====== EXERCISE MATERIALS

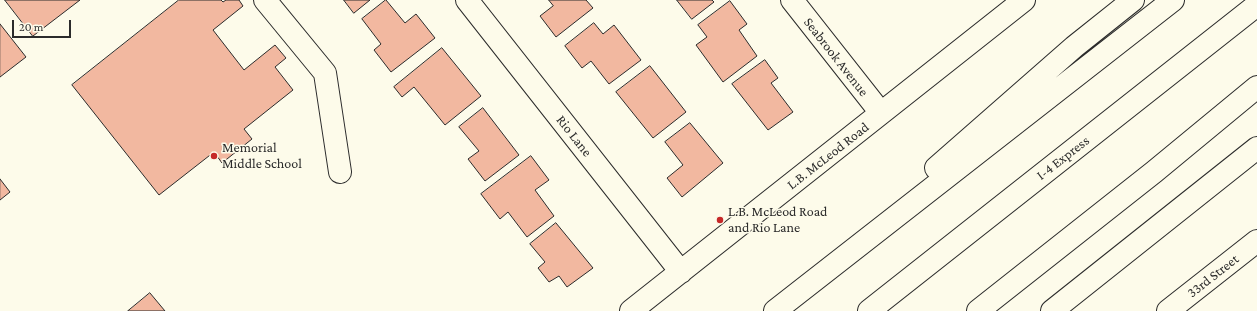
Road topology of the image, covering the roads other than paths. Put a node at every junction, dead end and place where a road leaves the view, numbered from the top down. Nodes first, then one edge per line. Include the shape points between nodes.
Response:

============
====== EXERCISE MATERIALS

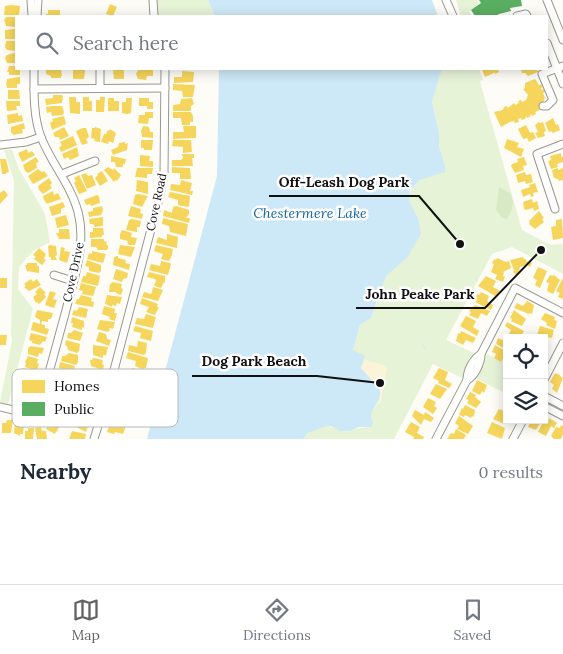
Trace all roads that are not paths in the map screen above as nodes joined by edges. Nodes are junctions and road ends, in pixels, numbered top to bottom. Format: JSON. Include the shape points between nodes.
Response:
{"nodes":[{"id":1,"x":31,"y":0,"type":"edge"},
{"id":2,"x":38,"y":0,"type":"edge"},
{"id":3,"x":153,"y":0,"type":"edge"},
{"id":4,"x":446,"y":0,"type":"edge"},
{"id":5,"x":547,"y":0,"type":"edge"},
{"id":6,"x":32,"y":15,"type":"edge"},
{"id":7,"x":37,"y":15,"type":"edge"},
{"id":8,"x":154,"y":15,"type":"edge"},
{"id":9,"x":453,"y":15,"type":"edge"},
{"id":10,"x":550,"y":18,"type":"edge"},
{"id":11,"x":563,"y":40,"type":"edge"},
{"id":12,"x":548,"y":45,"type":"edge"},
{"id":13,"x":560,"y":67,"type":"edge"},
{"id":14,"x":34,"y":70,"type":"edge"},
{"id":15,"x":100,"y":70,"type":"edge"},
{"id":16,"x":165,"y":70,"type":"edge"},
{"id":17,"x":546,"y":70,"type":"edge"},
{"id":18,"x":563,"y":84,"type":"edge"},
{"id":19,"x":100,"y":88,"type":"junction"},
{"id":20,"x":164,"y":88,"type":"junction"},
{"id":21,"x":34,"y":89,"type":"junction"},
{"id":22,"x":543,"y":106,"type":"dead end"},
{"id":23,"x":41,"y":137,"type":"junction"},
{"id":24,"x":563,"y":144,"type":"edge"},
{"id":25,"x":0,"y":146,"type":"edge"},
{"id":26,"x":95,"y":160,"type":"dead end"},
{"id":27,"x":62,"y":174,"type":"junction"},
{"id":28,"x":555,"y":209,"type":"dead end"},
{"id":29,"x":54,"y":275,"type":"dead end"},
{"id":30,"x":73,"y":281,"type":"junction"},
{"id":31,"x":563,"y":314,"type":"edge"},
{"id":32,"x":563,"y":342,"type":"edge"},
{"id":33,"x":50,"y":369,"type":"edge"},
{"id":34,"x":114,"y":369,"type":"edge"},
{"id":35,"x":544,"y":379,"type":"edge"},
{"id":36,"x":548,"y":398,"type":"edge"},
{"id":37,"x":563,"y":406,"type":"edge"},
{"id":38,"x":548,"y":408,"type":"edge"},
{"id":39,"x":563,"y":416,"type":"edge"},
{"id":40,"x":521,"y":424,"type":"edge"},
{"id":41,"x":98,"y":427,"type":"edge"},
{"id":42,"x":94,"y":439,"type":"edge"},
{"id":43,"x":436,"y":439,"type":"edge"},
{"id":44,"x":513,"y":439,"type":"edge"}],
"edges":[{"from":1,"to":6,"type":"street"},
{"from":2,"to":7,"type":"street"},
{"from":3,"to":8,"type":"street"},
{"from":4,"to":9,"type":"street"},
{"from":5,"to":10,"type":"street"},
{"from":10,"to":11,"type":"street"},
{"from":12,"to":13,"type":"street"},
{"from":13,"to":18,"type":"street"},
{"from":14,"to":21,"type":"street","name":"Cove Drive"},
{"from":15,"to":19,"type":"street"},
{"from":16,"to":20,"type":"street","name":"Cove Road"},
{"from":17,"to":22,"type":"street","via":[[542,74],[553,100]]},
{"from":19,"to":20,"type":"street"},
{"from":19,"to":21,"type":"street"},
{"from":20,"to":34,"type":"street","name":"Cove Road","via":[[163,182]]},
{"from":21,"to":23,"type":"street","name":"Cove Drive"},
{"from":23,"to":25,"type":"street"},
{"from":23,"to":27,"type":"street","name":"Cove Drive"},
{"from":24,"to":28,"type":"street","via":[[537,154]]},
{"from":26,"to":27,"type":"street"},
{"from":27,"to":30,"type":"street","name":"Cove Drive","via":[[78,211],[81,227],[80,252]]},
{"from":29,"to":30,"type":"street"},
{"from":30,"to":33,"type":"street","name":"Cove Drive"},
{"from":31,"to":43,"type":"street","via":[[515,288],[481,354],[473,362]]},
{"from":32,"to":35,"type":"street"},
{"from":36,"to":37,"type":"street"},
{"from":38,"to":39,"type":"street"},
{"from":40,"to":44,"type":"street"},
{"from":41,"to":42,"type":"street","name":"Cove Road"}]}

============

• TASK STATEMENT:
Say how many lines of these records hold the string "points", giving the number and no other words.

• EXERCISE RESPONSE:
2